Saved data entries>
———

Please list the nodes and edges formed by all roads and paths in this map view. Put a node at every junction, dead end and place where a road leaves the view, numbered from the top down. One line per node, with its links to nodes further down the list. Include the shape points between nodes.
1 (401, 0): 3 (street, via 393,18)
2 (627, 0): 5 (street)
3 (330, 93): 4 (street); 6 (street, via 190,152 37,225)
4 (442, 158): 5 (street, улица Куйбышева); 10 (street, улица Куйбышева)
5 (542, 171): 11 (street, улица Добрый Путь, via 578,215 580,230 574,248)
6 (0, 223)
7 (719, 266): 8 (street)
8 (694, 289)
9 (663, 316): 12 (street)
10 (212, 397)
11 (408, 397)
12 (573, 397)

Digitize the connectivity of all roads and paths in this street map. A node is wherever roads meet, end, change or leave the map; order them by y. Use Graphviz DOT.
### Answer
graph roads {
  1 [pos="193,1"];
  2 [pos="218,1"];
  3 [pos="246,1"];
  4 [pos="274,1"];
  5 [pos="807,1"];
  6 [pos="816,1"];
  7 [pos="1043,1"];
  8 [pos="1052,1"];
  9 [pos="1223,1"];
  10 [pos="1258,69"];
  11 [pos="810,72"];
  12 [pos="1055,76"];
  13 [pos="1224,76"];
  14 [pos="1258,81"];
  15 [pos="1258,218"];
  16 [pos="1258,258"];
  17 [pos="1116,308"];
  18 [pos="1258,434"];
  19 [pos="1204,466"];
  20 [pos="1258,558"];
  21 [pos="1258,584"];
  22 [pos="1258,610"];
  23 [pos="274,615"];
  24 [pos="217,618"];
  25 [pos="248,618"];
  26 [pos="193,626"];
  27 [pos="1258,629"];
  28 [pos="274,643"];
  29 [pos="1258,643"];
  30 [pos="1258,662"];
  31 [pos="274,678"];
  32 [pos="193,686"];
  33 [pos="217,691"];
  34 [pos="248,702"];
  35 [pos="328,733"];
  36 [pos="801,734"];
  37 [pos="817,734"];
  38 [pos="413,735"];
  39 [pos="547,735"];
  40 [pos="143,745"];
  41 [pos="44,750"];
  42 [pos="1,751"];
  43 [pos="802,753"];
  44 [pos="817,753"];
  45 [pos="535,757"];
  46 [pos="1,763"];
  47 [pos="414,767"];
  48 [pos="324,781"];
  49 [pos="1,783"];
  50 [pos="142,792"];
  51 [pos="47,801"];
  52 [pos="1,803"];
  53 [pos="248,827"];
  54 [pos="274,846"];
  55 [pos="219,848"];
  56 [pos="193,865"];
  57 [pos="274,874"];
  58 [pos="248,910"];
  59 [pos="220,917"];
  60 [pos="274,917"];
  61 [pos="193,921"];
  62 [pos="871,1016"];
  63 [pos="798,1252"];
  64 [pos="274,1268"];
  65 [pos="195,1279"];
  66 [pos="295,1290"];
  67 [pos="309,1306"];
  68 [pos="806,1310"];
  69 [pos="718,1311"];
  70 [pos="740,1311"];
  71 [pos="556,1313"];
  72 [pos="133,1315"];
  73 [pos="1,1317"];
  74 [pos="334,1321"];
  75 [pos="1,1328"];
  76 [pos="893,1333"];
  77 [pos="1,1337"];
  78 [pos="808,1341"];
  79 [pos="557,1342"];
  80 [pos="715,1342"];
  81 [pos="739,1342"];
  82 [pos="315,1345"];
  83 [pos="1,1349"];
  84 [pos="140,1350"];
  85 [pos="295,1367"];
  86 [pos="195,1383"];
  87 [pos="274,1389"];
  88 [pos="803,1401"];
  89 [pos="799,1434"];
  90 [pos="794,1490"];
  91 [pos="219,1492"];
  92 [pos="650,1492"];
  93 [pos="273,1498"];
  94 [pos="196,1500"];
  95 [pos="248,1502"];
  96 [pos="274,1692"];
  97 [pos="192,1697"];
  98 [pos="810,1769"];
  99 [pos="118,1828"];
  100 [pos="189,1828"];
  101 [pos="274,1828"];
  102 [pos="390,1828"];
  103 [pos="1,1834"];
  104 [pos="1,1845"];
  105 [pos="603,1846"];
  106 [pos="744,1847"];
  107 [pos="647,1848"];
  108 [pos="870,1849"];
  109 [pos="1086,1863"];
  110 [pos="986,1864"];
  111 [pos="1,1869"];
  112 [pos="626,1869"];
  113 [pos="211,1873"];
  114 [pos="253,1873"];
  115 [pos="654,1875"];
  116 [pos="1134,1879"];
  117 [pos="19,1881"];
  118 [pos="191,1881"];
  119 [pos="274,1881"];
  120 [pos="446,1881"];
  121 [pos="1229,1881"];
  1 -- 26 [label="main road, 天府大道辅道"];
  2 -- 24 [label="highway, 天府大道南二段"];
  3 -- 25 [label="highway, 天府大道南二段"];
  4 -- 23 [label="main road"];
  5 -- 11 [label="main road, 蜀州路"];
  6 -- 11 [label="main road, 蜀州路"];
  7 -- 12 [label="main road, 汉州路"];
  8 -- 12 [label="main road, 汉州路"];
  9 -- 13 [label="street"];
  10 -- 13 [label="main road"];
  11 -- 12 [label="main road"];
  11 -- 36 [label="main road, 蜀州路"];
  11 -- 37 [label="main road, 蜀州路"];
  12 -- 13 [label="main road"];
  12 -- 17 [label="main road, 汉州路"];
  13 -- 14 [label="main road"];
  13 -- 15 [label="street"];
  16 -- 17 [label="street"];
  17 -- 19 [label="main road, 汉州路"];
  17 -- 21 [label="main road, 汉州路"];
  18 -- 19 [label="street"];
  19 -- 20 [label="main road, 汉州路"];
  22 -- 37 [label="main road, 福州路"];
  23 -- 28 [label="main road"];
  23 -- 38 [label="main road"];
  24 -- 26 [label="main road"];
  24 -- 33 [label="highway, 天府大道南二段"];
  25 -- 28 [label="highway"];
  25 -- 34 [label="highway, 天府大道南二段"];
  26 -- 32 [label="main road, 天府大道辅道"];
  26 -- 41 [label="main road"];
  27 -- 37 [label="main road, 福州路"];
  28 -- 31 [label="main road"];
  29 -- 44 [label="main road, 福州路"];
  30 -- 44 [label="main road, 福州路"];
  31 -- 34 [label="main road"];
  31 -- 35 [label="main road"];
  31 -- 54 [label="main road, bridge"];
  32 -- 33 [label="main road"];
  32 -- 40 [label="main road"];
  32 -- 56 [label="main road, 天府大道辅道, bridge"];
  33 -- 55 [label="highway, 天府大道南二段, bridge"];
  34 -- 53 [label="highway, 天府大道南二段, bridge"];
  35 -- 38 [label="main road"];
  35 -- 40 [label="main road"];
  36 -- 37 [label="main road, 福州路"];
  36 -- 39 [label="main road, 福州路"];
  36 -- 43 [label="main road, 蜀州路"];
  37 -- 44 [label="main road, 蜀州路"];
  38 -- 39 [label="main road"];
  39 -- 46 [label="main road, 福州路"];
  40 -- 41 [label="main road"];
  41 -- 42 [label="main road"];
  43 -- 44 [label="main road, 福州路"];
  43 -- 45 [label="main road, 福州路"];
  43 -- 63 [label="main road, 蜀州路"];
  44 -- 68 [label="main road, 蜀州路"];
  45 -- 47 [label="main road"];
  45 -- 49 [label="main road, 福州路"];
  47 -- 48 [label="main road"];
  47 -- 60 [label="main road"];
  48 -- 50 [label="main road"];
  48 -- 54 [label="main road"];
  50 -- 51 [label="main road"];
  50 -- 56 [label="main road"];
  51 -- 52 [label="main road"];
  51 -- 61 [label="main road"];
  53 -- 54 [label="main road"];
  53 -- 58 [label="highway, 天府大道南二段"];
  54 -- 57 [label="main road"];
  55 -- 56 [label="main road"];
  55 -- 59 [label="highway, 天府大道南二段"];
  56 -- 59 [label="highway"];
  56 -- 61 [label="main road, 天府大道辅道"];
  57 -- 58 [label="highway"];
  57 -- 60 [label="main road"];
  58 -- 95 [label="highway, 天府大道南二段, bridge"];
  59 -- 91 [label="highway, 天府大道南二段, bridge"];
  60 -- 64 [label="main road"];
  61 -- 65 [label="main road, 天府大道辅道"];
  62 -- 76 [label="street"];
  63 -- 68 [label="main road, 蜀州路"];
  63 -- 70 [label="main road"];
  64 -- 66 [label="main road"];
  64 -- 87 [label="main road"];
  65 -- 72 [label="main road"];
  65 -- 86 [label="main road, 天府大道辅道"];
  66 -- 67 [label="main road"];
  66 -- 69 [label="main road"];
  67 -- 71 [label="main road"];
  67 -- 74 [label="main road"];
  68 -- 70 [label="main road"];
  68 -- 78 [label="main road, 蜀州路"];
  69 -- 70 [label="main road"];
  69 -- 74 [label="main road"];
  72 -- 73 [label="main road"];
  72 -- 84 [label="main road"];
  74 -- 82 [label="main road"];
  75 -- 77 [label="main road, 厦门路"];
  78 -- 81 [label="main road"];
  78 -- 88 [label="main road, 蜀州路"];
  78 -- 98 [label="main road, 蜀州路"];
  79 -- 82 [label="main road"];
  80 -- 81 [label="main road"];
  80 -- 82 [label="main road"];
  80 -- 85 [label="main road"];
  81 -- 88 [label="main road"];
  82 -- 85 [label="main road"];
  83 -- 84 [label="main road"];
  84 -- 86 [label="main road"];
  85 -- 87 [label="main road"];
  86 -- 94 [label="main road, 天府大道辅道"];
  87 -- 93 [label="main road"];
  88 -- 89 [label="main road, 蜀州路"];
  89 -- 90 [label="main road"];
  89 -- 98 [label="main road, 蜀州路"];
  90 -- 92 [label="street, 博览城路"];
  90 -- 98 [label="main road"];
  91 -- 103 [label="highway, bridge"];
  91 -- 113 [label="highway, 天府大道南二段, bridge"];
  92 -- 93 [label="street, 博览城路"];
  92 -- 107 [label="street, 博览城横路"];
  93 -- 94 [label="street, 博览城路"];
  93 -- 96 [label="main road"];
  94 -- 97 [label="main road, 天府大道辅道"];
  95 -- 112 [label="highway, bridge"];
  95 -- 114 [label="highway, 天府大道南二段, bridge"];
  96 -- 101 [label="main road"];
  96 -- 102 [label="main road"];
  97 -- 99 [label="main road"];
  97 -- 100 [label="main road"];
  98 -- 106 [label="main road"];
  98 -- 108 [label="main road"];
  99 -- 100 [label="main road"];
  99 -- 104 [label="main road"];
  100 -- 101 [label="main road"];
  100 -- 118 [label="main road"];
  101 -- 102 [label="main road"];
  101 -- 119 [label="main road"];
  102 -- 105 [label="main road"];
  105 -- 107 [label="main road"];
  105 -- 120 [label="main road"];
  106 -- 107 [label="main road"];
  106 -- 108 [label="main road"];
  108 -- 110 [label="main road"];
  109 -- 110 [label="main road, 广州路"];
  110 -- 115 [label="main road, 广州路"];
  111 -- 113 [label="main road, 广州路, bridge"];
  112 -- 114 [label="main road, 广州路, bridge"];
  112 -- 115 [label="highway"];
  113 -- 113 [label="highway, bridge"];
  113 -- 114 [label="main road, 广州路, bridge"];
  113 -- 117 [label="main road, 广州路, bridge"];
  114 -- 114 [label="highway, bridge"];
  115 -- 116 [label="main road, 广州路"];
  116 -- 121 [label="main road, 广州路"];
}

———

TRY IT> Copy the lines from the entries above in which the word "улица" appears.

RESULT>
4 (442, 158): 5 (street, улица Куйбышева); 10 (street, улица Куйбышева)
5 (542, 171): 11 (street, улица Добрый Путь, via 578,215 580,230 574,248)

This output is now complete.